Challenge accepted? Why posting black-and-white selfies on Instagram is misguided women empowerment

Illustration. (Getty Images)
Illustration. (Getty Images)
  • You might have noticed the black-and-white confetti of women's selfies and portraits sprinkled all over your non-chronological Instagram feed recently in the spirit of "women empowerment".
  • It's even reported that over 3 million Instagram posts from around the world have been posted under the #ChallengeAccepted #WomenSupportingWomen hashtags over the past couple of days - some without the hashtag.
  • This is yet another one of those viral pass-the-digital-baton type social media challenges with mysterious origins, but which gain traction nonetheless.
  • But with this particular challenge, a very important message about gender-based violence was lost in translation.

From the #VogueChallenge to #BlackOutTuesday and now #ChallengeAccepted, the meanings of social media movements have been watered down in the face of bandwagonism. So much so that one has to ask what justice are we doing these causes if we continue to merely get on board without doing any background reading that would better inform our participation?

So you've been seeing several black-and-white images of women on IG recently coupled with well-meaning captions of upliftment and #WomenSupportingWomen. If you haven't been nominated already, you've probably been scrolling down your feed either patiently waiting your turn or asking yourself "what's this about anyway?" as you hit the post button on your own IG-ready VSCO creation. At least you're nominated, right?

Yes, the challenge is global, but it also happens to coincide with our Women's Month calendar. A month which rides on the wheels of performative gestures that translate into no tangible change or progress for women. 

So you might be one of the people whose eyes are now at the back of their head from rolling them at the sight of what seems to be this week's edition of grandstanding, gimmicky commercialisation, and fluffy meaningless rhetoric around Women's Day. 

READ MORE: This women network launched a campaign to challenge "marketing gimmick" of Women’s Month 

Because after months of seeing celebrities perform fatuous acts of solidarity amid the coronavirus pandemic in the form of singing Imagine or applauding frontline workers from their mansion balconies, this is exactly where my eyes were until new information was presented to me.

Without much disdain for the ordinary folk contributing to the numbers on this hashtag - it's normal for people to want to be a part of something after all - my annoyance over how Women's Day is reduced to a month-long flimsy marketing campaign, no different to Valentine's Day or Christmas, has been triggered right on time. 

I have nothing against St Valentine nor St Nicholas, but I do have a problem with the erasure of certain historical events such as the women's march of 1956 that allow us the privilege to even get an invitation to a seat at the women empowerment brunch. 

But beyond seats at tables, SA has leadership that fails to stand up against gender-based violence time and time again - an issue they could dedicate Women's Month to.

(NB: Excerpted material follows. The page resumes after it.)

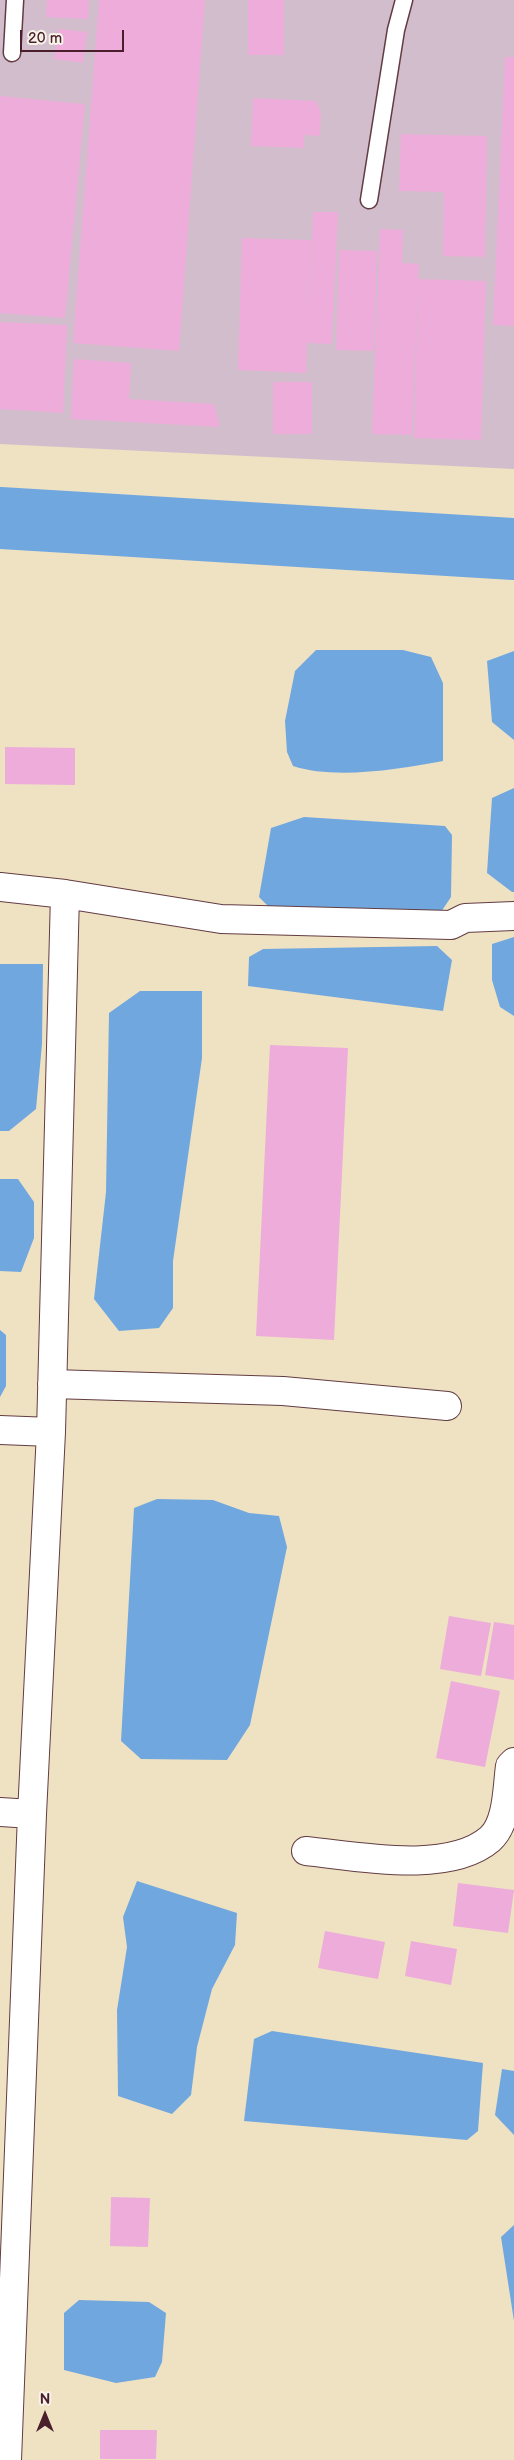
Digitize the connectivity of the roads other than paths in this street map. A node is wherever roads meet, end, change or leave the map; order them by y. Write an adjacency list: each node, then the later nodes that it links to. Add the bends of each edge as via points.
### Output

Turkish women face the same plight, and had the social media culture of 'optics over meaningful awareness' not diluted their cause so abruptly with the #WomenSupportingWomen trend which was admittedly hijacked by celebrities first, we would've caught wind of the viral challenge's actual goal before its dilution. 

Reese Witherspoon (who we all love and adore) captioned her black-and-white post above "May we all continue to shine a light on one another. This is what sisterhood is all about" when the trend is, in fact, not about sisters shining a light on one another as if we were all at a sorority house welcome dinner.

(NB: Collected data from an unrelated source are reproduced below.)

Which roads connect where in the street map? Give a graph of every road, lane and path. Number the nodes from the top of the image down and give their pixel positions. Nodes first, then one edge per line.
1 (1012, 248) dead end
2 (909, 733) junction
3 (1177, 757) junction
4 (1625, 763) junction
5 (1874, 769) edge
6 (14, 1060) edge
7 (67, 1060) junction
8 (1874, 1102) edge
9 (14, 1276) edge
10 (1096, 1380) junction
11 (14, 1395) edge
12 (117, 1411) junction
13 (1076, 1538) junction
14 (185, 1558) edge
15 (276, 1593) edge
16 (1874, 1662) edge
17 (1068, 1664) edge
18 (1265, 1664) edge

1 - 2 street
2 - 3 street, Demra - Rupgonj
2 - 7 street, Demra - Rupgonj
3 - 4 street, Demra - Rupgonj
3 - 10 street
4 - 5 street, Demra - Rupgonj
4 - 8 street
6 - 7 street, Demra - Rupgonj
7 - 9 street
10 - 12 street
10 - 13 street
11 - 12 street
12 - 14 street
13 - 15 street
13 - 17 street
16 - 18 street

A few screenshots of an IG story explainer posted by the @auturkishculturalclub have been circulating since social media became curious about the inception of the hashtag. I have posted my own screenshot below, where the account explains that the reason the photos are black-and-white is due to the fact that much like South Africa, "Turkish people wake up up every day to see a black and white photo of a woman who has been murdered on their Instagram feed, in their newspapers, and on their TV screens." 

IG black-and-white challenge

In August 2019, 49 women were killed in Turkey in the month of August alone. In 2018, Turkey reported 440 femicide cases, which saw a tribute of 440 pairs of heels hung on the walls of a building in central Istanbul to raise awareness of domestic violence by artist Vahit Tuna. 

"The term femicide is something people are not aware of but we see that they are discussing it but until now they haven't challenged themselves about it. I think this creates awareness and is something that influences people and makes them think," said Vahit.  

Reuters further reported nine months ago that Turkey's murder rate on women had doubled.

READ MORE: This is how Turkey commemorated women who’ve died from gender-based violence using heels 

Empowerment brunches, "badass" photo shoots, calling women CEOs "ShEOs" for a month, the mbhokodoism of black women who actually need genuine allies, and posting beautifully edited black-and-white images are all well and good for the camaraderie and semblance of empowerment, but without work put in, they mean absolutely nothing.

It's especially disheartening when a trend that was actually created for a cause as close to home as GBV in South Africa to have had its integrity questioned due to misguided social media empowerment.